| Requirement |
The output is the line holding "middle dip: (666, 313)" and all lines after it to the end of the records below; restate them unchanged and add nothing.
※ ※ ※
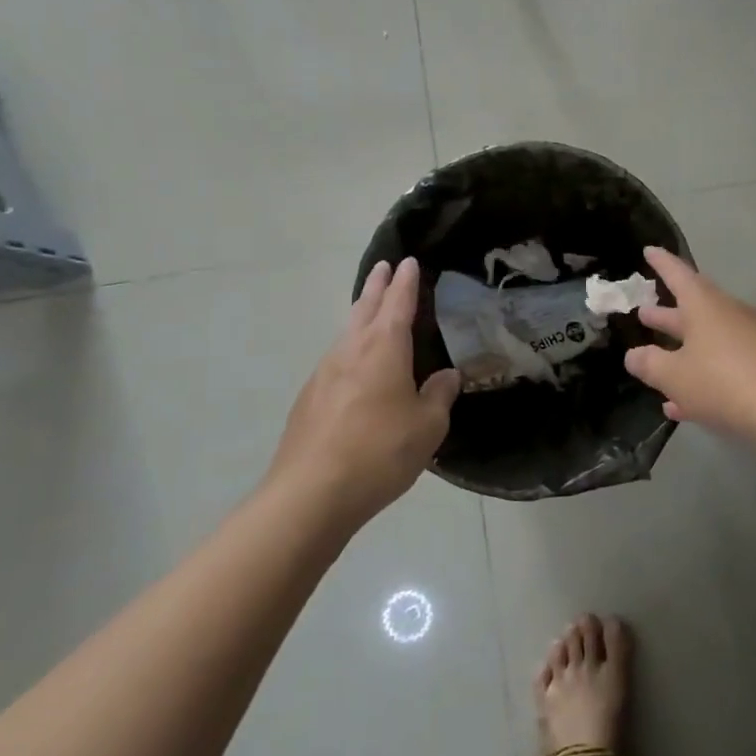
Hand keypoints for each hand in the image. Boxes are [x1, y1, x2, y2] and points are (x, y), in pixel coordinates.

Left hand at [270, 259, 461, 529]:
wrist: (310, 494)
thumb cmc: (379, 452)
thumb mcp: (427, 427)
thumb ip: (439, 396)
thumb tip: (447, 376)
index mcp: (384, 347)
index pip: (398, 303)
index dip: (405, 282)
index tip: (407, 261)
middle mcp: (351, 350)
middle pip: (365, 307)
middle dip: (376, 286)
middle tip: (383, 267)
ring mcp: (324, 373)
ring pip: (346, 331)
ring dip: (360, 313)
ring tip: (369, 308)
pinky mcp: (309, 398)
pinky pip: (336, 359)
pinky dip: (350, 347)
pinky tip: (354, 365)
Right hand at [623, 247, 755, 443]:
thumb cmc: (722, 381)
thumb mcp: (674, 375)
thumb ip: (649, 363)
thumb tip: (633, 355)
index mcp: (704, 305)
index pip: (678, 274)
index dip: (661, 263)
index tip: (649, 251)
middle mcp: (728, 315)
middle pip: (692, 308)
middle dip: (666, 313)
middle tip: (643, 310)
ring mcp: (748, 341)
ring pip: (706, 339)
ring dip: (681, 347)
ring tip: (655, 356)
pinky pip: (722, 366)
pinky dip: (701, 376)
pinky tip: (680, 404)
※ ※ ※
| Response area |
middle dip: (666, 313)
middle tip: (643, 310)
ring mcp: (748, 341)
ring pip: (706, 339)
ring dip: (681, 347)
ring tip: (655, 356)
pinky pip: (722, 366)
pinky dip: (701, 376)
pinky tip: (680, 404)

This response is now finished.